May 15, 2026 6:15am PT
‘Rivals,’ Hulu’s British Dark Comedy, Is Pitch-Perfect in Season 2: TV Review
Hulu
Guilty pleasures are one thing, but utterly delicious bits of television are something else entirely. Season 2 of Hulu’s “Rivals,” the 1980s-set dark comedy adapted from Jilly Cooper’s “Rutshire Chronicles” novels, is exactly that. The series, which is set in the fictional county of Rutshire, England, follows an intense rivalry. Legendary television executive Lord Tony Baddingham (David Tennant), the managing director of Corinium, is on a rampage. His former show host Declan O’Hara (Aidan Turner) has teamed up with retired Olympian turned politician and notorious rake Rupert Campbell-Black (Alex Hassell) for their own television enterprise. While Season 1 was a delightful entry into this over-the-top world of the British elite, Season 2 has taken things up a notch with a tonally perfect and exceptional continuation of a truly scandalous series.

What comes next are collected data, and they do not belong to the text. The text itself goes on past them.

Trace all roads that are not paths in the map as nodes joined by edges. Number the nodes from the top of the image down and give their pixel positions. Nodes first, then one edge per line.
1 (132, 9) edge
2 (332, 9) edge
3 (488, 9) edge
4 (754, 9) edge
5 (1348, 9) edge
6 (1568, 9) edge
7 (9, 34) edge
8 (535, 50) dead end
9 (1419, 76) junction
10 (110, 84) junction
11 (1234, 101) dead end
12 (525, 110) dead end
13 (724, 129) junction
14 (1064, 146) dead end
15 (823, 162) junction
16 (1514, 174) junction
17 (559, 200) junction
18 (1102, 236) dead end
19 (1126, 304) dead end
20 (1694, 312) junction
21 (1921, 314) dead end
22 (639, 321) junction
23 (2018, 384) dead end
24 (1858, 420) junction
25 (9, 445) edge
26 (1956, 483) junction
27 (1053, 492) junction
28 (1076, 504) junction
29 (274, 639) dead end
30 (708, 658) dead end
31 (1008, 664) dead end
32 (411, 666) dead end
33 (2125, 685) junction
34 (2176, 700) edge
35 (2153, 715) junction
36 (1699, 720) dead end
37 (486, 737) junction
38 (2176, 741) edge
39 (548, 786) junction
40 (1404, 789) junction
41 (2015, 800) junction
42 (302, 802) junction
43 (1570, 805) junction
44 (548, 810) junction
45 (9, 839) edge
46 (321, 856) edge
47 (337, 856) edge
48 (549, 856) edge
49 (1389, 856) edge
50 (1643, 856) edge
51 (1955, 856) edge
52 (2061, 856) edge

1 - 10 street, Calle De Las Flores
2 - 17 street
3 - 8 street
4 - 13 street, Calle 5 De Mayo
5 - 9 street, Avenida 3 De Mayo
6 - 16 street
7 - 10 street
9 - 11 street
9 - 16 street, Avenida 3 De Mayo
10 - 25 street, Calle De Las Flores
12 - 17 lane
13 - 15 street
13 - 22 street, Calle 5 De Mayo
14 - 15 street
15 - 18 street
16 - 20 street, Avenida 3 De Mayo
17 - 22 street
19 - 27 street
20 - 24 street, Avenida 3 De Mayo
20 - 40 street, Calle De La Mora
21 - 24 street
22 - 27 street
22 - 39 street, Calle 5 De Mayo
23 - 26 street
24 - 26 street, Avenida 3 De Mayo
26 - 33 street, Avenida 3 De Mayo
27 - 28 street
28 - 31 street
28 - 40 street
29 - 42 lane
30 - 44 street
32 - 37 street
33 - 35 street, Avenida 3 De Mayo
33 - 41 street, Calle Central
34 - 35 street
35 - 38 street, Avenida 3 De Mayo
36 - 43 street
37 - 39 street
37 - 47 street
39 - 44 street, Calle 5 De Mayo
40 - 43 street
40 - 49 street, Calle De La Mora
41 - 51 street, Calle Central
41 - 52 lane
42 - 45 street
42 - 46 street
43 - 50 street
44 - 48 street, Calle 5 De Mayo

Season 2 (critics received five of the six episodes for review, with the remaining six episodes debuting later this year) picks up where Season 1 left off. Rupert, Declan and self-made tech billionaire Freddie Jones (Danny Dyer) have teamed up to form their own network, Venturer, as a direct challenge to Tony’s Corinium for Rutshire’s television franchise. However, things are already off to a rocky start. Rupert has fled town with Tony’s wonderkid American producer Cameron Cook (Nafessa Williams), who bashed her boss and long-time lover across the head after he attacked her for getting close to Rupert. Unfortunately (or perhaps fortunately, depending on whose asking), Tony is very much alive. Knowing Tony’s menacing possessiveness over Cameron, and his ruthlessness, neither she nor anyone else associated with Venturer can even begin to conceive of the type of revenge he’s willing to unleash to ensure Corinium’s unblemished legacy.